実際、17時26分以降に発電機を段階的に系統へ併入し、供給力を確保している点からも、慎重な需給調整が行われていたことがうかがえる。また、沖縄電力の記者会見においても、表現には配慮しつつ、太陽光発電の変動が復旧作業を難しくした側面があることが示唆されている。
蓄電池はどの程度役に立ったのか
宮古島には、出力12MW(容量48MWh)の大型蓄電池が設置されている。しかし、この蓄電池が送電を開始したのは、停電対応が一定程度落ち着いた19時2分であった。
蓄電池は本来、出力の応答速度が速いことが特長であり、需給バランスの急激な変動に対して有効に機能する設備である。このように複雑な出力調整が求められる復旧局面においてこそ、その特性を活かし、復旧時間の短縮に寄与することが期待される。
しかし今回のケースでは、蓄電池の活用は限定的であった可能性がある。蓄電量が十分でなかったのか、あるいは運用上の制約があったのかは明らかではない。ディーゼル発電機に比べて高コストで導入される蓄電池が、今回の事故対応にどの程度貢献したのかについては、現時点では評価が難しい。
今回の停電について、沖縄電力の対応を批判する意図はないし、現場の対応を軽々に評価できるものでもない。記者会見で謝罪が必要な事案であったかについても、慎重に考えるべきだろう。
むしろ、沖縄電力は増加し続ける太陽光発電の出力変動に対応するため、平常時から高度で負担の大きい運用を強いられていると考えられる。今回のような全停電事故は、家庭用太陽光発電の増加により、迅速な復旧対応が難しくなっている現状を示している可能性がある。
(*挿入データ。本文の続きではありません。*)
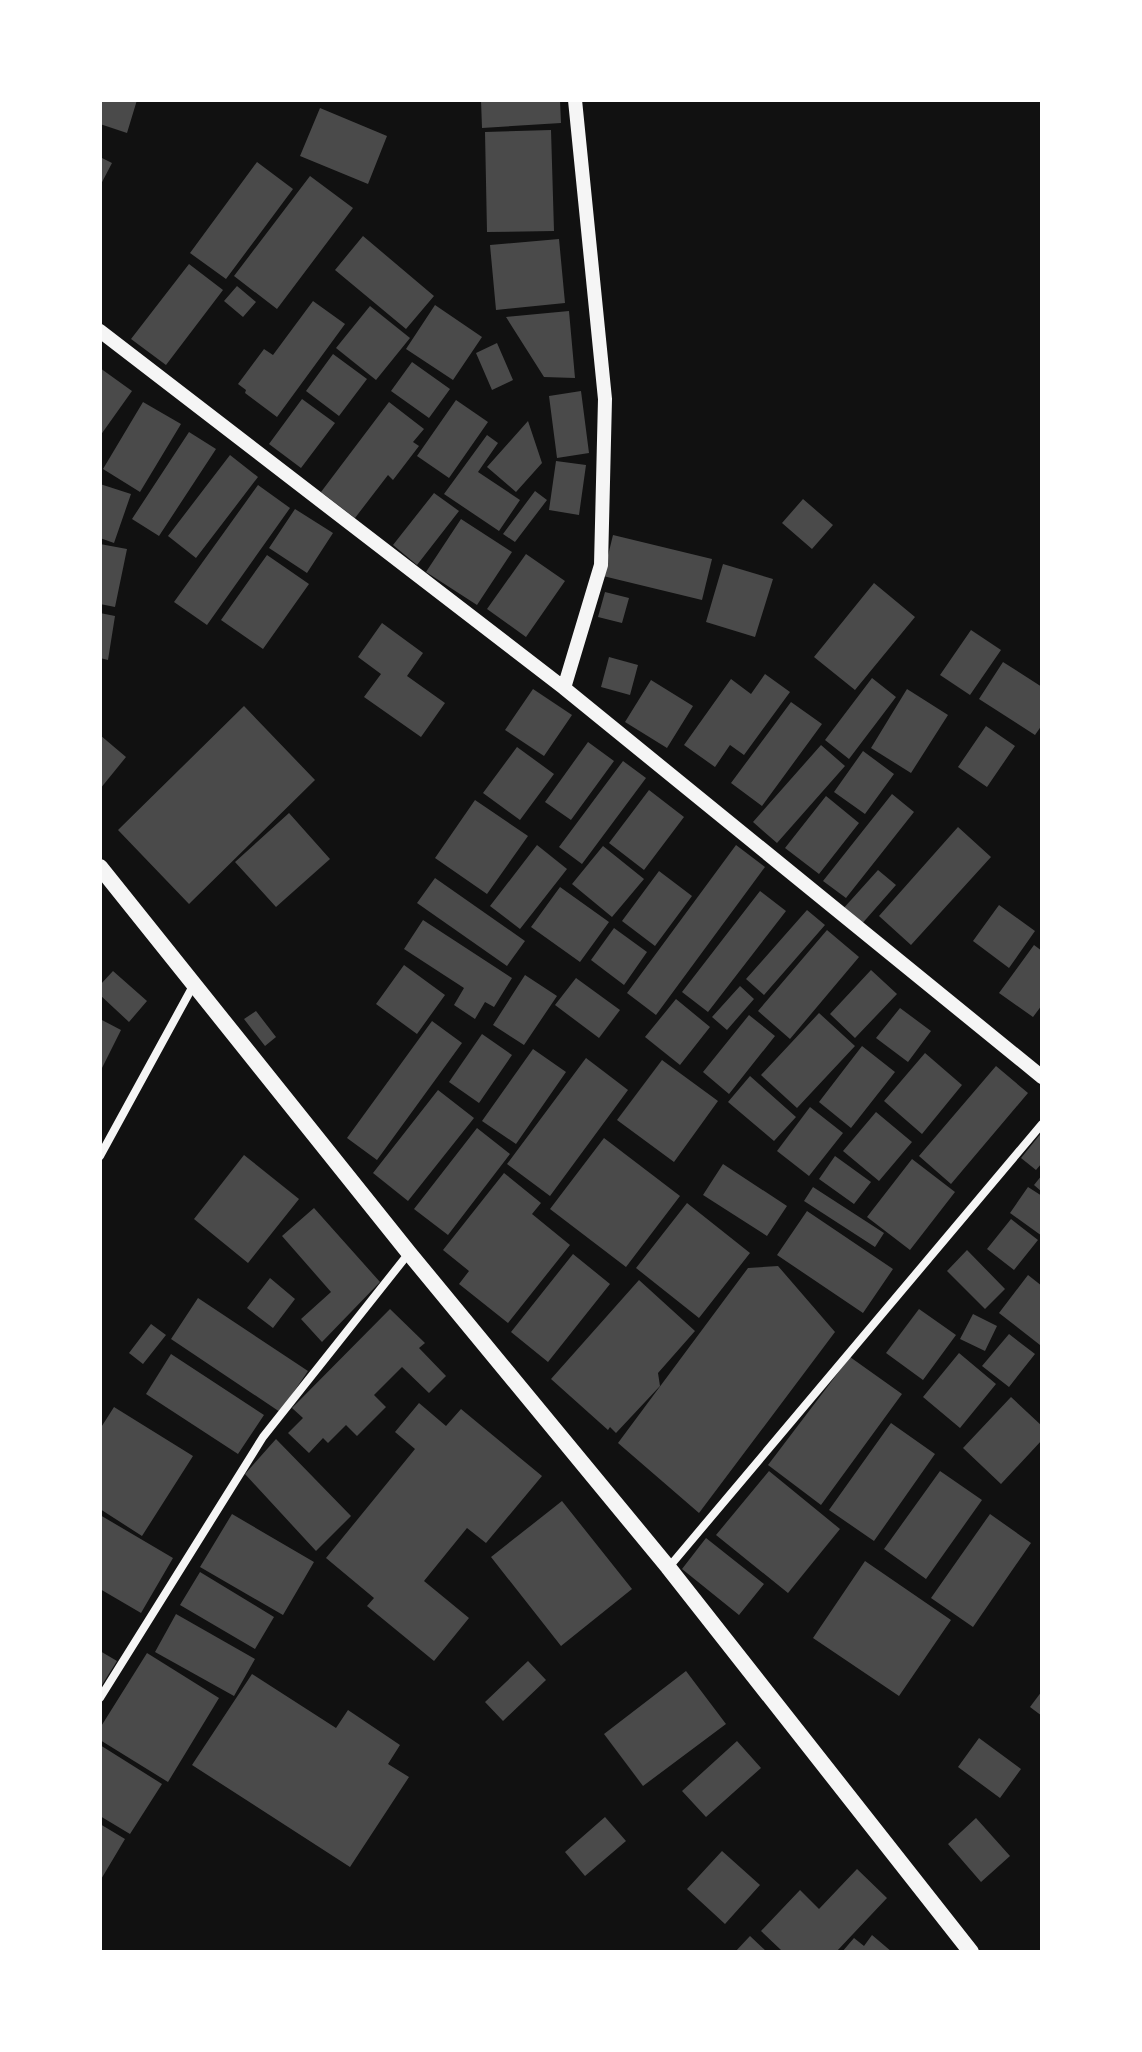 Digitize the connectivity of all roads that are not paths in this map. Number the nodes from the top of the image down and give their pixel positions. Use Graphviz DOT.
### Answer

マスメディアは、その点を正確に伝える必要がある。今回の事象については、事故の詳細な状況をデータとともに積極的に公開し、太陽光発電の増加が電力系統にどのような影響を与えているのかを明確に説明することが求められる。
政府は2027年以降、メガソーラーに対するFIPなどの財政支援策を廃止する方針を示している。これは、湿原破壊などの環境問題が顕在化したことを背景に、社会的批判への対応として打ち出された側面がある。
一方で、家庭用太陽光発電については、屋根上設置が中心であるため環境負荷が小さいとみなされているのか、導入促進の姿勢は依然として強い。東京都や川崎市に続き、仙台市でも新築住宅への太陽光発電設置義務化が検討されている。
しかし、太陽光発電の拡大は、電気料金の上昇や将来的な廃棄物問題だけでなく、電力供給の安定性にも影響を及ぼす可能性がある。こうした点について、電力会社はより丁寧かつ具体的に説明していく必要があるだろう。